#### PROBLEM DESCRIPTION
When you write out the entries, keep every line exactly as it appears.
BEGIN GIVEN RECORDS
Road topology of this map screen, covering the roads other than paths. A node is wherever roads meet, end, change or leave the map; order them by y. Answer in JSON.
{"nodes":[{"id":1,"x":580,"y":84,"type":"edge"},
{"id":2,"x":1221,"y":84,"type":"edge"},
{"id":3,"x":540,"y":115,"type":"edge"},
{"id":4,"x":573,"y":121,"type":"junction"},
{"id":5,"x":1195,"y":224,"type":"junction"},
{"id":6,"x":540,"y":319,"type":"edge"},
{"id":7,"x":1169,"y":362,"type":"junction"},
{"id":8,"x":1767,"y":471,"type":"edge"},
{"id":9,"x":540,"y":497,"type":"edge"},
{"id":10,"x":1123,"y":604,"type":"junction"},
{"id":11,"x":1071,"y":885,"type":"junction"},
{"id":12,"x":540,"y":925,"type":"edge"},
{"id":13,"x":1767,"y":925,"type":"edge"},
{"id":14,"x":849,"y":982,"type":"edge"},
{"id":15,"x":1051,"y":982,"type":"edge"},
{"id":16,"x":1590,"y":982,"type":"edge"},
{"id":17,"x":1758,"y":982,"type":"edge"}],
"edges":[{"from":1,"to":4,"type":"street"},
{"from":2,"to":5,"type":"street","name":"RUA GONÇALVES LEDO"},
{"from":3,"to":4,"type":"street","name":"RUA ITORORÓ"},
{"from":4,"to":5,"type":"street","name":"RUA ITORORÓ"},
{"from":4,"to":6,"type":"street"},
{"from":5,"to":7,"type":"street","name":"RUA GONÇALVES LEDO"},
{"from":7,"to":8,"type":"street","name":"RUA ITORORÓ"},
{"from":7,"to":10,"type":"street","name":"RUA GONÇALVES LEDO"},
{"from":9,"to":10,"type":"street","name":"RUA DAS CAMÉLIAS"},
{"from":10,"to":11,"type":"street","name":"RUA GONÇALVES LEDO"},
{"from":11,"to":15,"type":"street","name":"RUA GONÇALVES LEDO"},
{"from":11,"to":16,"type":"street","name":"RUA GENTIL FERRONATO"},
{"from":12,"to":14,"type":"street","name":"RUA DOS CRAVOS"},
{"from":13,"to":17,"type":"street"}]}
END GIVEN RECORDS
#### ANSWER TO THIS PROBLEM
Road topology of this map screen, covering the roads other than paths. A node is wherever roads meet, end, change or leave the map; order them by y. Answer in JSON.
{"nodes":[{"id":1,"x":580,"y":84,"type":"edge"},
{"id":2,"x":1221,"y":84,"type":"edge"},
{"id":3,"x":540,"y":115,"type":"edge"},
{"id":4,"x":573,"y":121,"type":"junction"},
{"id":5,"x":1195,"y":224,"type":"junction"},
{"id":6,"x":540,"y":319,"type":"edge"},
{"id":7,"x":1169,"y":362,"type":"junction"},
{"id":8,"x":1767,"y":471,"type":"edge"},
{"id":9,"x":540,"y":497,"type":"edge"},
{"id":10,"x":1123,"y":604,"type":"junction"},
{"id":11,"x":1071,"y":885,"type":"junction"},
{"id":12,"x":540,"y":925,"type":"edge"},
{"id":13,"x":1767,"y":925,"type":"edge"},
{"id":14,"x":849,"y":982,"type":"edge"},
{"id":15,"x":1051,"y":982,"type":"edge"},
{"id":16,"x":1590,"y":982,"type":"edge"},
{"id":17,"x":1758,"y":982,"type":"edge"}],
"edges":[{"from":1,"to":4,"type":"street"},
{"from":2,"to":5,"type":"street","name":"RUA GONÇALVES LEDO"},
{"from":3,"to":4,"type":"street","name":"RUA ITORORÓ"},
{"from":4,"to":5,"type":"street","name":"RUA ITORORÓ"},
{"from":4,"to":6,"type":"street"},
{"from":5,"to":7,"type":"street","name":"RUA GONÇALVES LEDO"},
{"from":7,"to":8,"type":"street","name":"RUA ITORORÓ"},
{"from":7,"to":10,"type":"street","name":"RUA GONÇALVES LEDO"},
{"from":9,"to":10,"type":"street","name":"RUA DAS CAMÉLIAS"},
{"from":10,"to":11,"type":"street","name":"RUA GONÇALVES LEDO"},
{"from":11,"to":15,"type":"street","name":"RUA GONÇALVES LEDO"},
{"from":11,"to":16,"type":"street","name":"RUA GENTIL FERRONATO"},
{"from":12,"to":14,"type":"street","name":"RUA DOS CRAVOS"},
{"from":13,"to":17,"type":"street"}]}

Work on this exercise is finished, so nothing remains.